Spring training is flying right along and still there is no real proof of what the best use of Aroldis Chapman on the mound is for the Cincinnati Reds. This is the team’s biggest decision of the season and the pennant and World Series may hinge on it.
Reliever or starter, that is the question. To be what you are, or become what you might?
When Chapman defected from Cuba in 2009 and signed with the Cincinnati, everyone presumed he would become a starting pitcher, a full-time rotation man for the Reds, at least partially because he had been a starter for the Cuban national team. In this baseball era, though, there is rampant paranoia about young arms and whether they can survive the rigors of the sport without being babied.

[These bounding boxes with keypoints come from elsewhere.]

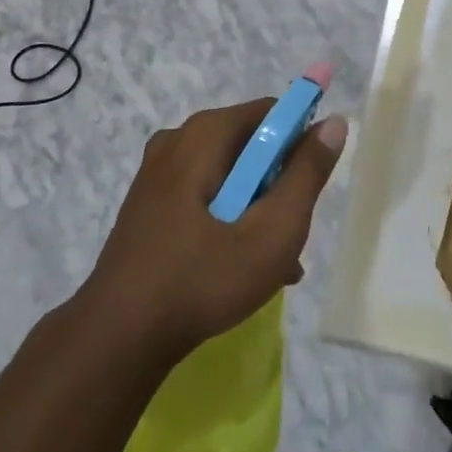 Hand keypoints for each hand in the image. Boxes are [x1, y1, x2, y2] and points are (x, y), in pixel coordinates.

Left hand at [81, 97, 347, 360]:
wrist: (117, 337)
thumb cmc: (203, 279)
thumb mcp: (273, 230)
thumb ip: (307, 174)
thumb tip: (334, 123)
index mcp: (204, 134)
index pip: (271, 113)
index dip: (300, 144)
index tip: (307, 191)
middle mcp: (177, 140)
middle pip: (250, 146)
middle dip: (278, 187)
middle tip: (288, 236)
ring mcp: (157, 173)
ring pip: (229, 177)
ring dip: (256, 211)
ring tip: (274, 264)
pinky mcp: (148, 204)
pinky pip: (203, 196)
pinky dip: (228, 221)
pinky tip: (242, 268) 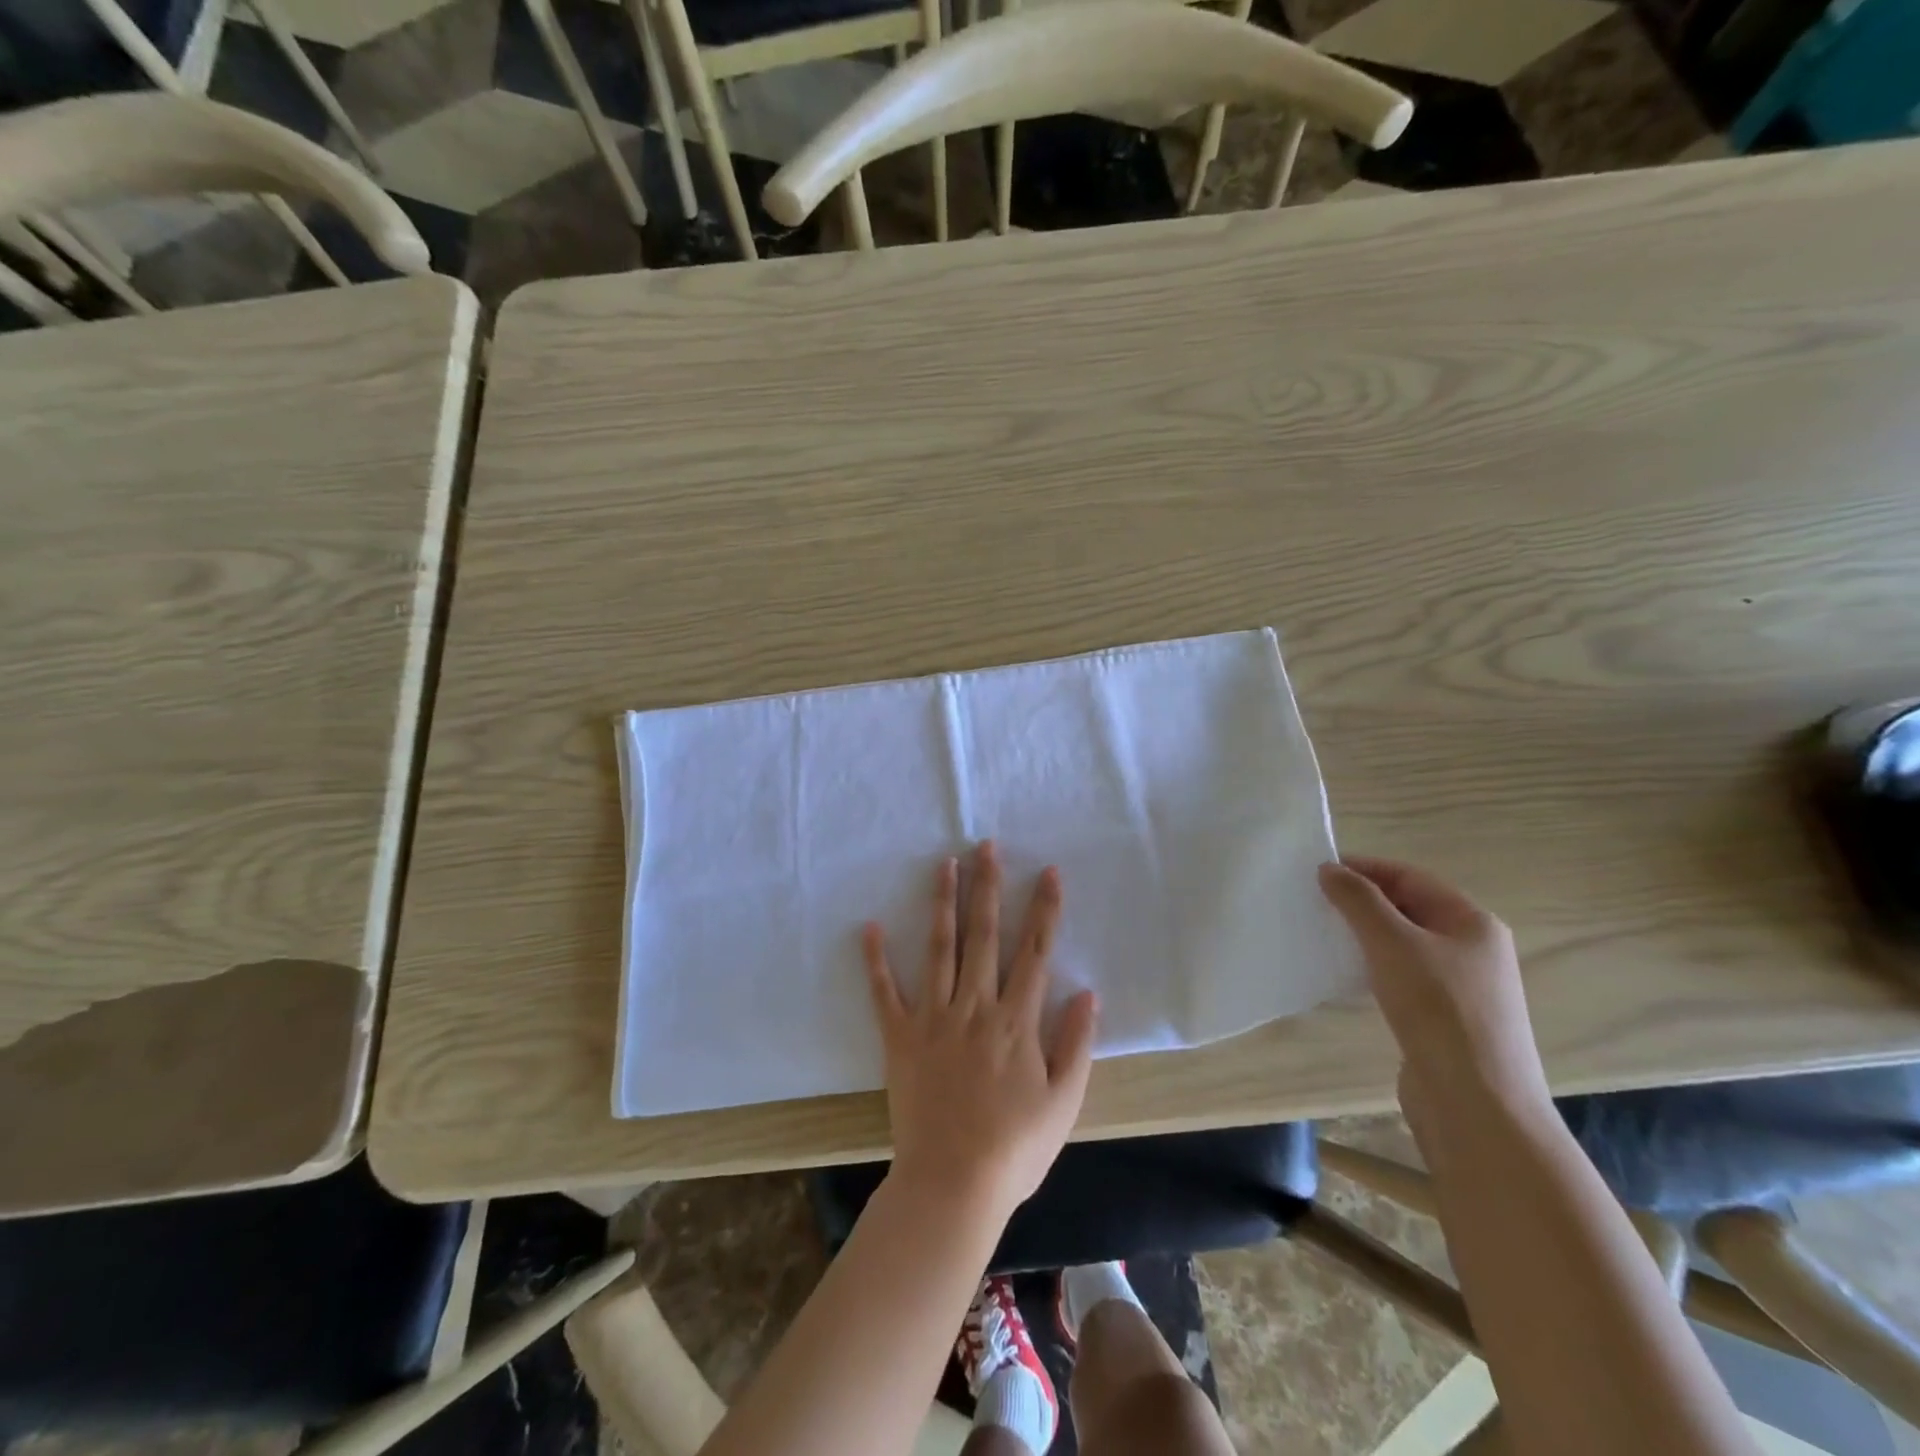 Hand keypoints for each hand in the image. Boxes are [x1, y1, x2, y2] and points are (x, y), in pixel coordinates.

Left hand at [863, 842, 1097, 1222]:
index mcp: (1016, 1020)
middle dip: (986, 886)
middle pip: (984, 935)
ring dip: (942, 903)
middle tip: (984, 844)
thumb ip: (1076, 1044)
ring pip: (940, 948)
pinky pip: (885, 992)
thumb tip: (1088, 992)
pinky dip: (876, 960)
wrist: (952, 1184)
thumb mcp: (1063, 1101)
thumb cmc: (1015, 1148)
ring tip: (944, 863)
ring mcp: (934, 1018)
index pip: (1035, 952)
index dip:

Terrified of overworking Chapman, Cincinnati placed him in the bullpen to get some seasoning, big-league experience, and build confidence against Major League hitters. That worked out better than expected. Chapman became an all-star closer. He burned the radar gun with his fastball zipping over the plate at 100 mph every time out. He avoided allowing runs as if allergic to them. Last season, Chapman saved 38 games, finished with a 1.51 earned run average and struck out 122 batters in 71 2/3 innings.
Partly, but not solely because of Chapman, the Reds had the best bullpen in baseball in 2012. They won the National League Central Division and made the playoffs. Now they are back, not only prohibitive favorites to win the division title again, but viewed as serious contenders for the NL pennant and the World Series crown.
Dusty Baker, who is in his 60s and done everything a manger can do in the dugout except win a World Series, is getting close to retirement. Unlike most teams in baseball the Reds have enough starting pitching without Chapman. Although former Dodgers closer Jonathan Broxton is on hand, do you tamper with the nearly perfect bullpen, move Chapman into the rotation and make Broxton the closer? Or do you go for the gusto to win it all right now and leave Chapman where he was last season for one more year?
Broxton is not exactly Swiss cheese and he may get bored and rebellious as a setup man for the entire season. Also, while Chapman throws as fast as anyone around we aren’t sure if he has a broad enough repertoire of pitches to throw every fifth day for six months. As a starter he won’t be thrust into a game to punch out a few guys and stroll into the clubhouse. He will be out there for three hours, prepared to face at least 27 hitters.
The argument can be made that the Reds and Chapman have waited long enough to make the move to the rotation. If he was as dominating as a starter as he was as a reliever he would win 18 or so games, push someone else out of the rotation, and we would forget we ever had this conversation. But if Chapman moved into the rotation and was just so-so, a .500 pitcher, then the Reds would have weakened two areas and likely would fail to qualify for the playoffs.
Which move gives the Reds the best chance to win the title this year? I think leaving Chapman in the bullpen to scare the heck out of other teams’ lineups as they attempt to make late-inning comebacks is money in the bank. I leave Chapman in place as the closer and reach for the short-term goal.